The Duke of Wellington pub, built in the 1700s, was once a coach house with stables and is likely the oldest pub in this area. A glass of wine was very reasonable and so we all ordered one. Now if only if could manage to keep my hands down and keep the wine in the glass rather than on the table, it would be a good thing. This brought on gales of laughter from the ladies, as my expressive hand movement doesn’t bode will with drinking wine (ah well, keeps me from consuming too much 😄😄). This is becoming quite a theme, as I knocked over my glass last night and managed to spill some on Gillian, one of the walking guides.
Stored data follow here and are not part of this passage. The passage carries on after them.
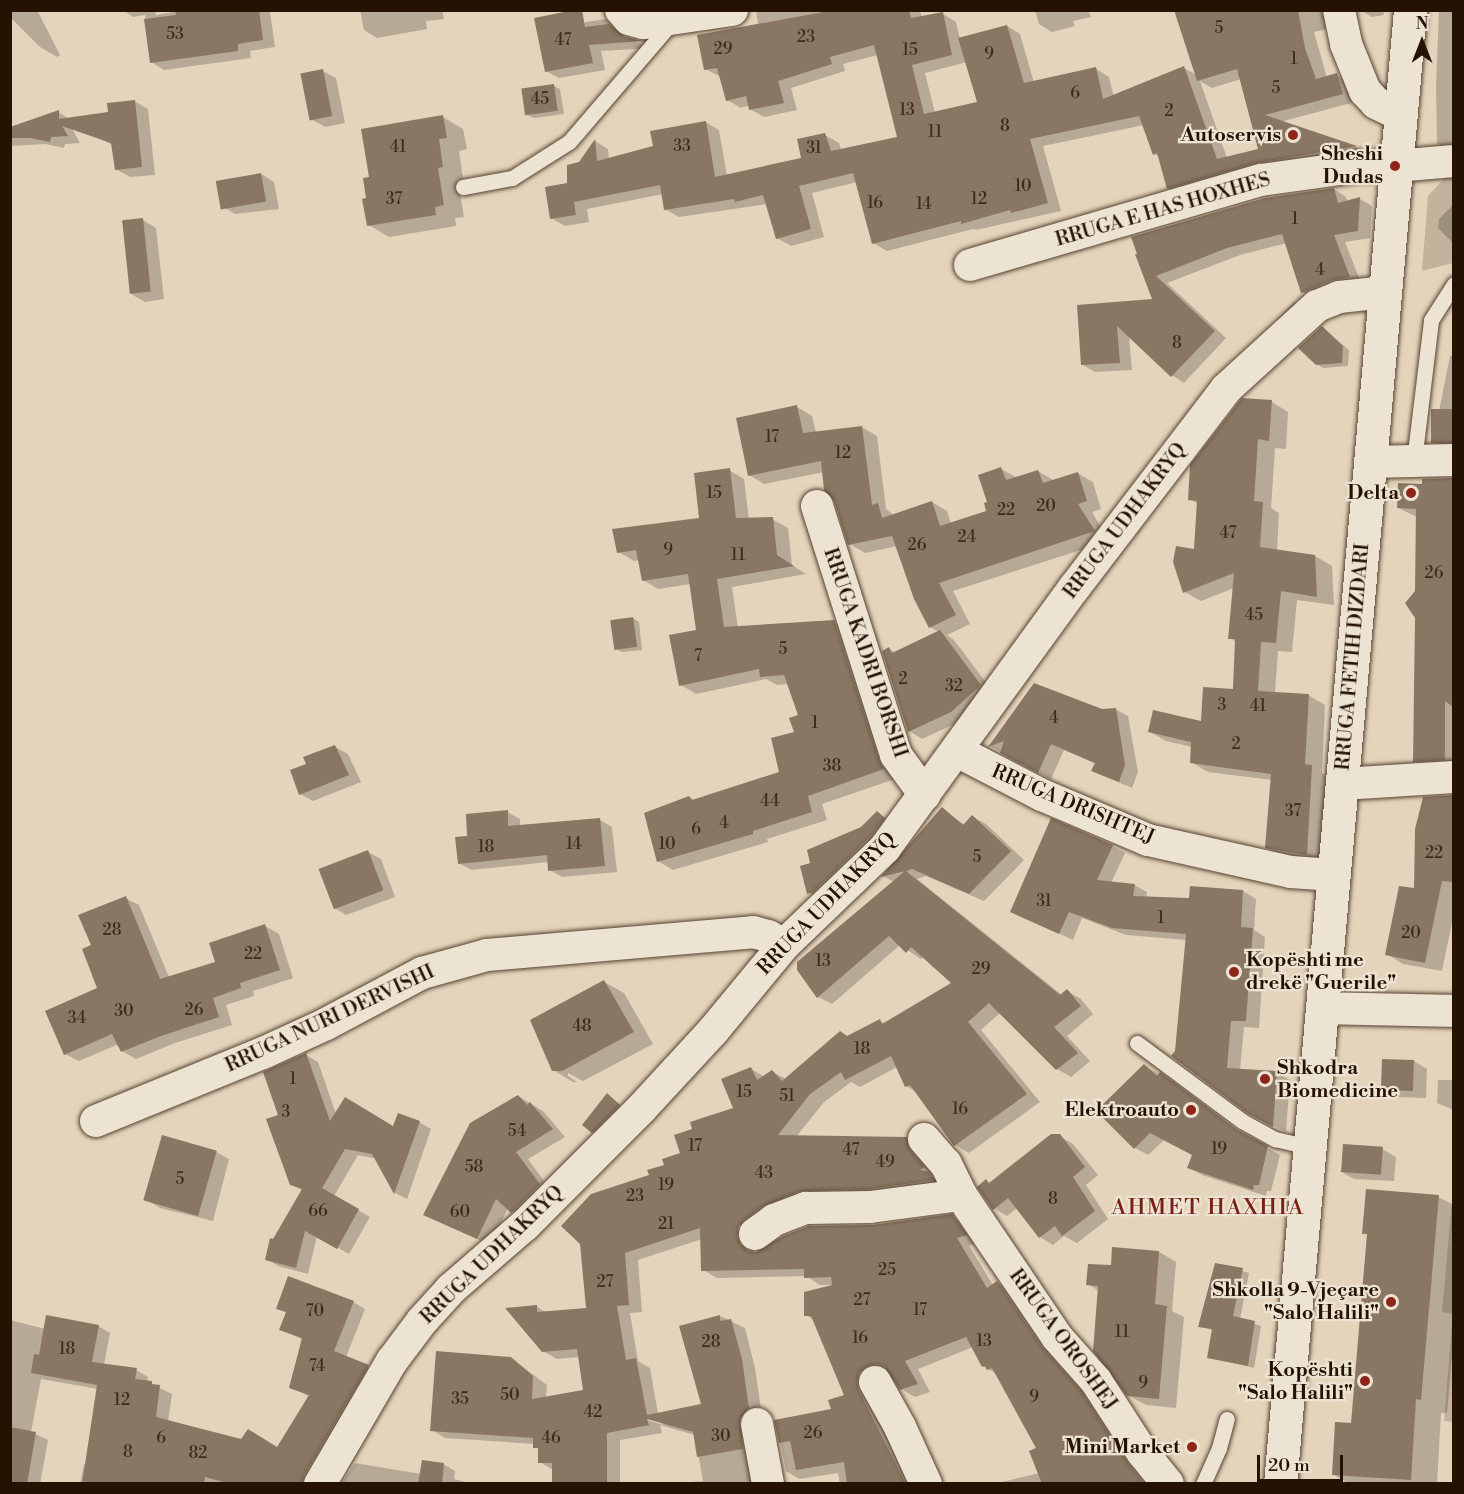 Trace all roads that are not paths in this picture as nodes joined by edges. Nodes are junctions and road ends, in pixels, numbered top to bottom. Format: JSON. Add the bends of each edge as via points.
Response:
{"nodes":[{"id":1,"x":621,"y":10,"type":"edge"},
{"id":2,"x":1339,"y":10,"type":"edge"},
{"id":3,"x":1410,"y":10,"type":"edge"},
{"id":4,"x":714,"y":12,"type":"edge"},
{"id":5,"x":674,"y":19,"type":"junction"},
{"id":6,"x":1401,"y":115,"type":"junction"},
{"id":7,"x":1454,"y":161,"type":"edge"},
{"id":8,"x":1395,"y":166,"type":"junction"},
{"id":9,"x":463,"y":187,"type":"dead end"},
{"id":10,"x":970,"y":265,"type":"dead end"},
{"id":11,"x":1454,"y":284,"type":"edge"},
{"id":12,"x":1385,"y":292,"type":"junction"},
{"id":13,"x":1454,"y":460,"type":"edge"},
{"id":14,"x":1414,"y":461,"type":"junction"},
{"id":15,"x":1371,"y":462,"type":"junction"},
{"id":16,"x":817,"y":507,"type":"dead end"},
{"id":17,"x":957,"y":751,"type":"junction"},
{"id":18,"x":1454,"y":777,"type":"edge"},
{"id":19,"x":1342,"y":784,"type":"junction"},
{"id":20,"x":925,"y":795,"type":"junction"},
{"id":21,"x":1334,"y":876,"type":"junction"},
{"id":22,"x":784,"y":945,"type":"junction"},
{"id":23,"x":1322,"y":1008,"type":"junction"},
{"id":24,"x":1454,"y":1011,"type":"edge"},
{"id":25,"x":1137,"y":1043,"type":"dead end"},
{"id":26,"x":96,"y":1121,"type":"dead end"},
{"id":27,"x":924,"y":1139,"type":"dead end"},
{"id":28,"x":1310,"y":1147,"type":"junction"},
{"id":29,"x":961,"y":1195,"type":"junction"},
{"id":30,"x":755,"y":1234,"type":"dead end"},
{"id":31,"x":874,"y":1382,"type":"dead end"},
{"id":32,"x":1227,"y":1419,"type":"dead end"},
{"id":33,"x":757,"y":1424,"type":"dead end"},
{"id":34,"x":320,"y":1484,"type":"edge"},
{"id":35,"x":768,"y":1484,"type":"edge"},
{"id":36,"x":926,"y":1484,"type":"edge"},
{"id":37,"x":1168,"y":1484,"type":"edge"},
{"id":38,"x":1203,"y":1484,"type":"edge"},
{"id":39,"x":1280,"y":1484,"type":"edge"}],
"edges":[{"from":1,"to":5,"type":"street","via":[[629,19],[643,23]]},
{"from":2,"to":6,"type":"street","via":[[1346,44],[1365,91],[1376,103]]},
{"from":3,"to":6,"type":"main road","name":"RRUGA FETIH DIZDARI"},
{"from":4,"to":5,"type":"street"},
{"from":5,"to":9,"type":"lane","via":[[570,142],[512,178]]},
{"from":6,"to":8,"type":"main road","name":"RRUGA FETIH DIZDARI"},
{"from":7,"to":8,"type":"street","name":"RRUGA E HAS HOXHES"},
{"from":8,"to":10,"type":"street","name":"RRUGA E HAS HOXHES","via":[[1360,166],[1261,180]]},
{"from":8,"to":12,"type":"main road","name":"RRUGA FETIH DIZDARI"},
{"from":11,"to":14,"type":"lane","via":[[1431,320]]},
{"from":12,"to":15,"type":"main road","name":"RRUGA FETIH DIZDARI"},
{"from":12,"to":17,"type":"street","name":"RRUGA UDHAKRYQ","via":[[1339,297],[1317,306],[1226,388],[1074,588]]},
{"from":13,"to":14,"type":"street"},
{"from":14,"to":15,"type":"street"},
{"from":15,"to":19,"type":"main road","name":"RRUGA FETIH DIZDARI"},
{"from":16,"to":20,"type":"street","name":"RRUGA KADRI BORSHI","via":[[896,755]]},
{"from":17,"to":20,"type":"street","name":"RRUGA UDHAKRYQ"},
{"from":17,"to":21,"type":"street","name":"RRUGA DRISHTEJ","via":[[1042,795],[1148,840],[1291,872]]},
{"from":18,"to":19,"type":"street"},
{"from":19,"to":21,"type":"main road","name":"RRUGA FETIH DIZDARI"},
{"from":20,"to":22,"type":"street","name":"RRUGA UDHAKRYQ","via":[[885,848]]},
{"from":21,"to":23,"type":"main road","name":"RRUGA FETIH DIZDARI"},
{"from":22,"to":26,"type":"street","name":"RRUGA NURI DERVISHI","via":[[753,932],[487,955],[422,973],[274,1048]]},
{"from":22,"to":34,"type":"street","name":"RRUGA UDHAKRYQ","via":[[713,1031],[641,1109],[525,1226],[451,1289],[422,1321],[392,1360]]},
{"from":23,"to":24,"type":"street"},
{"from":23,"to":28,"type":"main road","name":"RRUGA FETIH DIZDARI"},
{"from":25,"to":28,"type":"lane","via":[[1242,1121],[1275,1139]]},
{"from":27,"to":29,"type":"street","name":"RRUGA OROSHEJ","via":[[946,1164]]},
{"from":28,"to":39,"type":"main road","name":"RRUGA FETIH DIZDARI"},
{"from":29,"to":30,"type":"street","via":[[870,1207],[806,1208],[774,1220]]},
{"from":29,"to":37,"type":"street","name":"RRUGA OROSHEJ","via":[[1057,1337],[1096,1381]]},
{"from":31,"to":36,"type":"street"},
{"from":32,"to":38,"type":"lane"},
{"from":33,"to":35,"type":"street"}]} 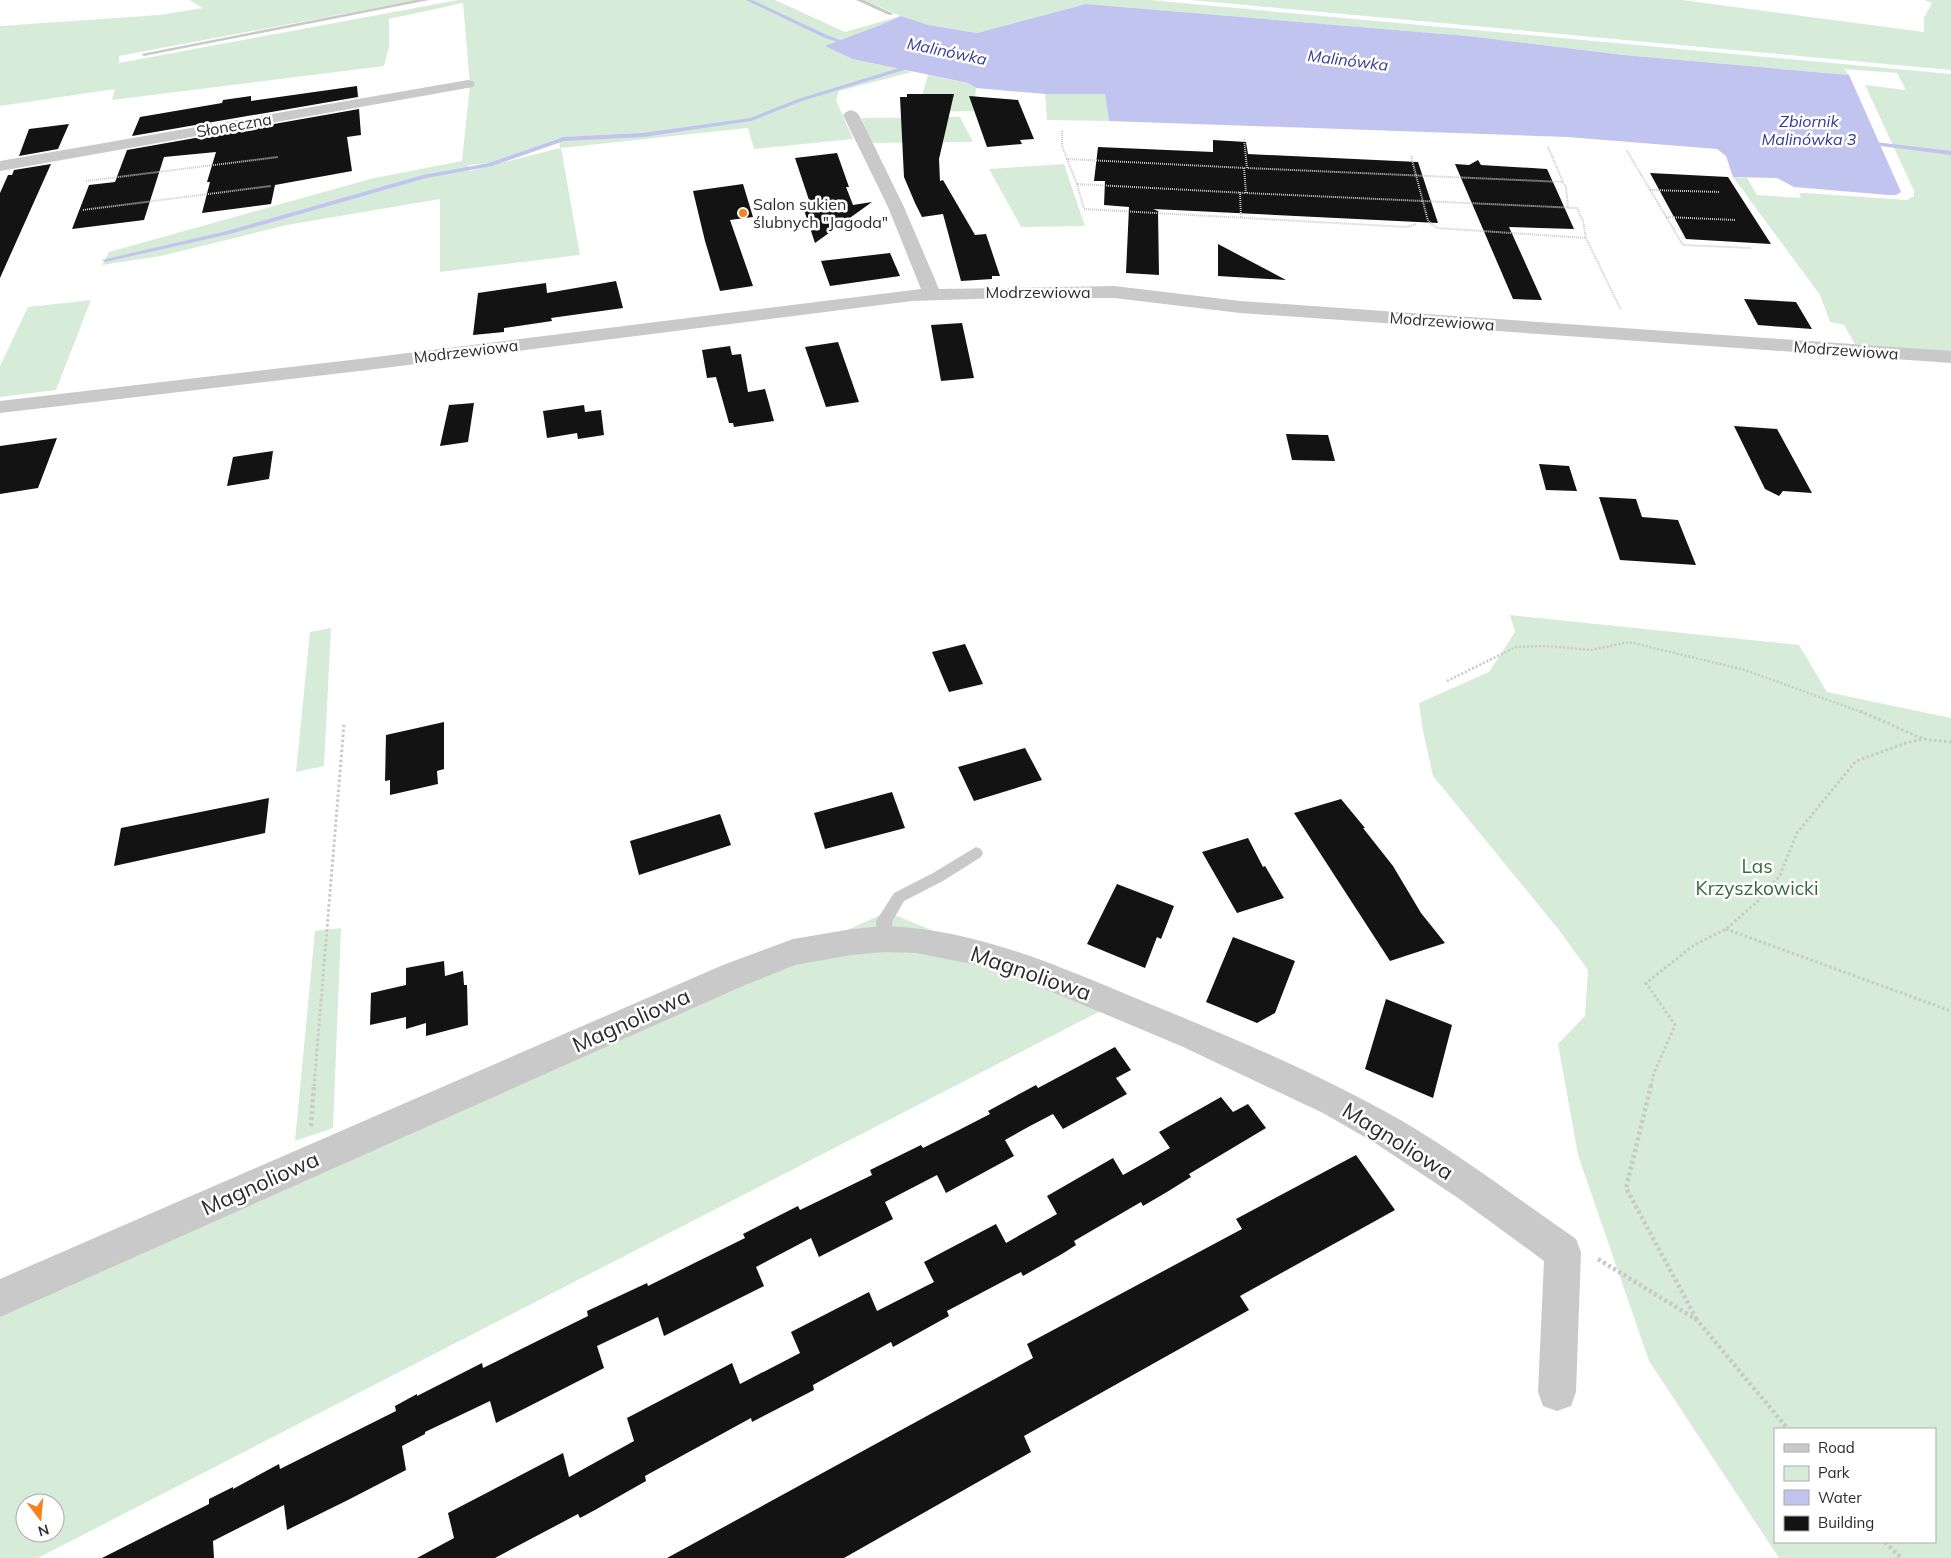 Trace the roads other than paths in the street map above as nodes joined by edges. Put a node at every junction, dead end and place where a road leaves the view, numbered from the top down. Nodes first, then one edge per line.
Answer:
1 (426, 0) edge
2 (859, 0) edge
3 (891, 14) dead end
4 (144, 54) dead end
5 (468, 84) dead end
6 (851, 114) dead end
7 (0, 166) edge
8 (932, 294) junction
9 (1951, 357) edge
10 (0, 407) edge
11 (976, 854) dead end
12 (885, 940) junction
13 (0, 1298) edge
14 (1556, 1392) dead end

1 - 4 lane
2 - 3 lane
5 - 7 street, Słoneczna
6 - 8 street
8 - 9 street, Modrzewiowa
8 - 10 street, Modrzewiowa
11 - 12 lane
12 - 13 street, Magnoliowa
12 - 14 street, Magnoliowa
She has been giving me a hard time ever since.
Drinks consumed, we head back to Harrington House to join the rest of the group for pre dinner drinks and socialize. One of the fellows in our hiking group, ordered a beer, turned to us and, not missing a beat, asked our room number to charge his beer to. We all had a good chuckle and introduced ourselves. He said he goes by ‘Extra Grotty Alan’ – hmmmmm sounds suspect, but he seemed very likeable. Janet joined us and during the conversation of our respective days declared she could have ‘murdered a cup of tea’ (or dying for a cup of tea) during their walk. Apparently we had more leisure time than her group did.
Tomorrow’s walks explained, we were summoned to the dining room for dinner. The food is very good and plentiful, so I was very happy I ordered the half portion! We sat with new ladies tonight and conversation throughout the room was very lively.
Each evening we need to choose our sandwich for the next day’s picnic lunch and the meal for the next evening’s dinner. As each person came out of the dining room, full from dinner, we all waited in line to choose tomorrow’s dinner – hilarious!!
Now to choose tomorrow’s hike……….
‘Sept 5, 1897 on this spot, nothing happened’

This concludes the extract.